42 U.S.C. § 2000e-5(f)(3). This specific venue provision, and not general venue provisions, applies to Title VII claims. See Pierce v. Shorty Small's of Branson, Inc., 137 F.3d 1190, 1191 (10th Cir. 1998). Sua sponte dismissal for improper venue is appropriate "when the defense is obvious from the face of the complaint and no further factual record is required to be developed." Trujillo v. Williams, 465 F.3d 1210, 1217 (10th Cir. 2006).
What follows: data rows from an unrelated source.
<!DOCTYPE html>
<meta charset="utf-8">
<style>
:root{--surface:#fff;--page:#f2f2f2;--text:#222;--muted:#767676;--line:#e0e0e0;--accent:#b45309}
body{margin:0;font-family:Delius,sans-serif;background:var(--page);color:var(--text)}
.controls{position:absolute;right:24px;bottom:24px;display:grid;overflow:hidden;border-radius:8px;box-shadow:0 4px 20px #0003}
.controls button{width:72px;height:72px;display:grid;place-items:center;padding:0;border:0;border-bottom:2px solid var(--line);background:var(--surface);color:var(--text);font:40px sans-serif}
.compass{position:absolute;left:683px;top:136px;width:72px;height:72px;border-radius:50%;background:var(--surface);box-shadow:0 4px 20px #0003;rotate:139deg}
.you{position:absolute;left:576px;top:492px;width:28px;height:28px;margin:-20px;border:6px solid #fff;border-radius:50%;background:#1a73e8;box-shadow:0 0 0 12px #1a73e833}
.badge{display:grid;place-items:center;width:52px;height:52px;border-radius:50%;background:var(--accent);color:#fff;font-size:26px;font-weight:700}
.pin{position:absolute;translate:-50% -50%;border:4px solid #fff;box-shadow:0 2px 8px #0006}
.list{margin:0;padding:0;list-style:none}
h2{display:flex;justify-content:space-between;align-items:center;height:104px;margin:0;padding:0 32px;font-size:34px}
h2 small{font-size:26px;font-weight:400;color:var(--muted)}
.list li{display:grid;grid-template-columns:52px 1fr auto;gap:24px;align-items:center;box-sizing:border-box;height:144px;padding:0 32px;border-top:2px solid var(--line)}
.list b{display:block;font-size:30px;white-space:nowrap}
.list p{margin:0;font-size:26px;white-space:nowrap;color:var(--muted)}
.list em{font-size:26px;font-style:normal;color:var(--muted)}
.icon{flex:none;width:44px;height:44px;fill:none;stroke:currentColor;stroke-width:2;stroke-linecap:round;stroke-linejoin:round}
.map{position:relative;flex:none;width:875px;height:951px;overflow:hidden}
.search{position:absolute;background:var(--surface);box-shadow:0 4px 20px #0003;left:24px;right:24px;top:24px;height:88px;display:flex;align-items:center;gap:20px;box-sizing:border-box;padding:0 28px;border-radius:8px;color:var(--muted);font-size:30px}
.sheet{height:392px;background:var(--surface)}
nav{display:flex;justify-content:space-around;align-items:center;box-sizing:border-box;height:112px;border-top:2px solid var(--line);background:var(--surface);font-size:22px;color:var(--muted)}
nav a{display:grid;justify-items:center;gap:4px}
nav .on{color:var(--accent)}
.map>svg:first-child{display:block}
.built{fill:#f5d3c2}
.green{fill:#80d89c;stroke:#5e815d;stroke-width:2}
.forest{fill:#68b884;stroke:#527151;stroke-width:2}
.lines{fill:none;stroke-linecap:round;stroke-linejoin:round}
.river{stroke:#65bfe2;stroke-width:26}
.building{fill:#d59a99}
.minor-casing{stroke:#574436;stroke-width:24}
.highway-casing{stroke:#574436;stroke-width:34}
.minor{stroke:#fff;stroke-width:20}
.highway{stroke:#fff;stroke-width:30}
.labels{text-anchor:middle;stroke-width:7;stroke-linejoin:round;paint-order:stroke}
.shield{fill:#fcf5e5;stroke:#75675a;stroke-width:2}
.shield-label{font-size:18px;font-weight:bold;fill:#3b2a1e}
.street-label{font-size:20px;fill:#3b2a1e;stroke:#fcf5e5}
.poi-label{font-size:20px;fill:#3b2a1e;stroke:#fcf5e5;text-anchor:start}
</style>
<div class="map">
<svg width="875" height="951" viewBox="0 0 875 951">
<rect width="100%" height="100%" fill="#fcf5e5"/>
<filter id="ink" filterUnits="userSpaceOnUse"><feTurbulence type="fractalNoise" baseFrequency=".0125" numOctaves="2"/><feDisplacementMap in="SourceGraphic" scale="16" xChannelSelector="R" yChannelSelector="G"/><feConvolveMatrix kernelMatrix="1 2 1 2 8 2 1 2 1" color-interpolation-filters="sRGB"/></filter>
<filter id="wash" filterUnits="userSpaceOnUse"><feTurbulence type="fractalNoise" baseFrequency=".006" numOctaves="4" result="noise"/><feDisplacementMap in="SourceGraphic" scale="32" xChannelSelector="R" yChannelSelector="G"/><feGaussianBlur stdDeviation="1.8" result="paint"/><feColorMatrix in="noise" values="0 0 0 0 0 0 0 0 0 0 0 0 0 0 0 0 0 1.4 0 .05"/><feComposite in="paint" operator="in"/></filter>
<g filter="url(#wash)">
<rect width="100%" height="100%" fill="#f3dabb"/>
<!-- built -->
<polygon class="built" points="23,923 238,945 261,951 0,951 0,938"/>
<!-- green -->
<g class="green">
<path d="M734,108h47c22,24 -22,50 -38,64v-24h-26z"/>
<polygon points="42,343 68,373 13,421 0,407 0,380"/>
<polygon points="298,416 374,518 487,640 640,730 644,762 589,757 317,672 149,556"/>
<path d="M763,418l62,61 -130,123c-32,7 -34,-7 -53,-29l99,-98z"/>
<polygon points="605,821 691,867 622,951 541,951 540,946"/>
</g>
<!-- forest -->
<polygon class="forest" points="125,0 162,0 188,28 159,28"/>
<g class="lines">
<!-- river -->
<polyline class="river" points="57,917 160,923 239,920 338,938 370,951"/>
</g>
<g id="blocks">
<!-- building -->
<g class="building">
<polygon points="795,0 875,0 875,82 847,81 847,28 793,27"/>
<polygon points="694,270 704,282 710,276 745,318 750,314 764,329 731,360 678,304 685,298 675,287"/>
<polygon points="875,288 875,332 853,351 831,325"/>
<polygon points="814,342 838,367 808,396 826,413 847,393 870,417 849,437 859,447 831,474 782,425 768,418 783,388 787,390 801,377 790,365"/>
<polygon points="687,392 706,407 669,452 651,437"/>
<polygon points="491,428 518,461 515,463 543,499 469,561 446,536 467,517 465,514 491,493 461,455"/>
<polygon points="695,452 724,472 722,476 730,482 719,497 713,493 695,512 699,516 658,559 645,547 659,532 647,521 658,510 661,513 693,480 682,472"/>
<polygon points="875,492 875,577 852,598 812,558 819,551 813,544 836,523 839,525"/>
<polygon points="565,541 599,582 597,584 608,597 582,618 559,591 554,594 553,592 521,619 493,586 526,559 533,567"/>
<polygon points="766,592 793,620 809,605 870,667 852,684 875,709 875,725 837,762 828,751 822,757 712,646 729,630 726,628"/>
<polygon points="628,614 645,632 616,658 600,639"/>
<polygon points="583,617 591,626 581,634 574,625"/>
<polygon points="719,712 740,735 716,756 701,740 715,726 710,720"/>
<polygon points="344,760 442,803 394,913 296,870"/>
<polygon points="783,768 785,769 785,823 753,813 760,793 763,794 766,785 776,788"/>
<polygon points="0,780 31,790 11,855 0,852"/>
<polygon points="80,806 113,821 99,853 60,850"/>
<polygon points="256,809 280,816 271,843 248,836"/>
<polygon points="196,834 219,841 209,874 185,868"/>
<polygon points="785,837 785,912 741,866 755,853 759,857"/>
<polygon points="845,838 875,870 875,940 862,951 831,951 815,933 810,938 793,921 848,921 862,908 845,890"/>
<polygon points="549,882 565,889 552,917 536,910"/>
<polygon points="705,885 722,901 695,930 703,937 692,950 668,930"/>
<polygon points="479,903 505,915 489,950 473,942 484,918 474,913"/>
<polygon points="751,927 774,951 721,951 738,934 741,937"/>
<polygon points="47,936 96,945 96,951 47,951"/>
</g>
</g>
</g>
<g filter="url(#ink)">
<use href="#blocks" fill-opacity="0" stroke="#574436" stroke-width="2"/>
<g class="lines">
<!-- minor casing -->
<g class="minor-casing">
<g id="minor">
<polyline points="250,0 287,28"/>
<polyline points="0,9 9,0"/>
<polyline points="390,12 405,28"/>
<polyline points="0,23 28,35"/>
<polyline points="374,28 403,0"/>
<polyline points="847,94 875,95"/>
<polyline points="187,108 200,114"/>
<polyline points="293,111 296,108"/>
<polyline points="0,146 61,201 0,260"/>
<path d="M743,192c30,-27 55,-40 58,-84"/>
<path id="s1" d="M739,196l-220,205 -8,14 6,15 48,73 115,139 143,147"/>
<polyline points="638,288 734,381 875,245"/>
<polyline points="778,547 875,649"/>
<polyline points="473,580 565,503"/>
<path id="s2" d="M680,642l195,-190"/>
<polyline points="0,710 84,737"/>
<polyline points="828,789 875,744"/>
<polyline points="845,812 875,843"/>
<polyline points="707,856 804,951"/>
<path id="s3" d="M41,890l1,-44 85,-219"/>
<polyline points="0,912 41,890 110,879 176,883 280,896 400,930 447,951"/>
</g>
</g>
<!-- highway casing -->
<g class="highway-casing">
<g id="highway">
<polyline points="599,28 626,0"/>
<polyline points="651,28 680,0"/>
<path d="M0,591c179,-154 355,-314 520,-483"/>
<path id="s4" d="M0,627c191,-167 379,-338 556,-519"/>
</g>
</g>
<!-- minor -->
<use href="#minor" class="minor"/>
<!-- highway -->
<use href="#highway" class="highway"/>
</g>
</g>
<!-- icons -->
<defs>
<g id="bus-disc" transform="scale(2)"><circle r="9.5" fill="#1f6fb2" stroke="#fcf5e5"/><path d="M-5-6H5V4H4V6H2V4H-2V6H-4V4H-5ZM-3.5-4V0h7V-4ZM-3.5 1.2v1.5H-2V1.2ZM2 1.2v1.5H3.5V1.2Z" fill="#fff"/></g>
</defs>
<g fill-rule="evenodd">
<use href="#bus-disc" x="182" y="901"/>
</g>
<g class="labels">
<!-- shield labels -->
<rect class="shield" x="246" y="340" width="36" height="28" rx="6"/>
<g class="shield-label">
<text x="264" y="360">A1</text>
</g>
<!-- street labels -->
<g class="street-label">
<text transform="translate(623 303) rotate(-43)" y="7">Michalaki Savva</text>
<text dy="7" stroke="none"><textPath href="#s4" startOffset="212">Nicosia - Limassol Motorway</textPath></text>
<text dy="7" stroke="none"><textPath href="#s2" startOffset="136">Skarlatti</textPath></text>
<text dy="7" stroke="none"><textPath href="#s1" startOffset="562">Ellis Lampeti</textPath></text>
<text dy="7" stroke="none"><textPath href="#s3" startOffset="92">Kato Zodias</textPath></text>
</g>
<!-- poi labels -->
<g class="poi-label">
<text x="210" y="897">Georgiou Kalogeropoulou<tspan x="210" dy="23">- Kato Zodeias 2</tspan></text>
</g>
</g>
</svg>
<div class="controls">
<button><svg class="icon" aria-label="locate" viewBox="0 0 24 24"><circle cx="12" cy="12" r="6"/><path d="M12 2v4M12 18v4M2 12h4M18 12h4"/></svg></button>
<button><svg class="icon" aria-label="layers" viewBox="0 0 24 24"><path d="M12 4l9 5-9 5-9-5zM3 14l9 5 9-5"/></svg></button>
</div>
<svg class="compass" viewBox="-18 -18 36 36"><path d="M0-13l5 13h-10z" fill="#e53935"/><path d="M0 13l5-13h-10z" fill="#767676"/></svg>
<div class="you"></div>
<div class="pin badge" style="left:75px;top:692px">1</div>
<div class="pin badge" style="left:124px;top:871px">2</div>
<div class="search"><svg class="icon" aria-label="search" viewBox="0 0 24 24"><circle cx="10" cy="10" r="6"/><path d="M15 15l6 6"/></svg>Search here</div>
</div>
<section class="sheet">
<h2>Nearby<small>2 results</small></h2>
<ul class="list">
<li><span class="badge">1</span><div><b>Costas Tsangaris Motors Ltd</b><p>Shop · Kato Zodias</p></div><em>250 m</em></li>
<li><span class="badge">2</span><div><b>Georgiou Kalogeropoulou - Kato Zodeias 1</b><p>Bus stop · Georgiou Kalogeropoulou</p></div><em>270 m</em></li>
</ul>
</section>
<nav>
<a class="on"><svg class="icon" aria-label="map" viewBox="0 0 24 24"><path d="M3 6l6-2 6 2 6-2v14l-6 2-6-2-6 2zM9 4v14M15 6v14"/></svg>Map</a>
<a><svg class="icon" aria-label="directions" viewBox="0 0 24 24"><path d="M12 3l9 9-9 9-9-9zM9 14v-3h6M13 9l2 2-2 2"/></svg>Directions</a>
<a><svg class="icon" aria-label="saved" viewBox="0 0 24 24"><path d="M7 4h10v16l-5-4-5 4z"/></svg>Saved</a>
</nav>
The allegations of the complaint suggest that Tennessee is the sole proper venue, and no allegation in the complaint would support venue in Oklahoma. Moreover, although the district court stated that "[t]he events giving rise to Plaintiff's claim occurred in Tennessee, and the Court doubts whether it could properly exercise jurisdiction over [NKC]," Mr. Kenney makes no effort on
appeal to suggest that he could establish proper venue in Oklahoma. Therefore, we AFFIRM the district court's dismissal.
ENTERED FOR THE COURT
Harris L Hartz
*.After examining the brief and appellate record, this panel has determined unanimously that oral argument would not materially assist the determination of this appeal. See Fed. R. App. P. 34(a)(2); 10th Cir. R. 34.1(G). The case is therefore ordered submitted without oral argument. This order and judgment is not binding precedent except under the doctrines of law of the case, res judicata, and collateral estoppel. It may be cited, however, for its persuasive value consistent with Fed. R. App. P. 32.1 and 10th Cir. R. 32.1.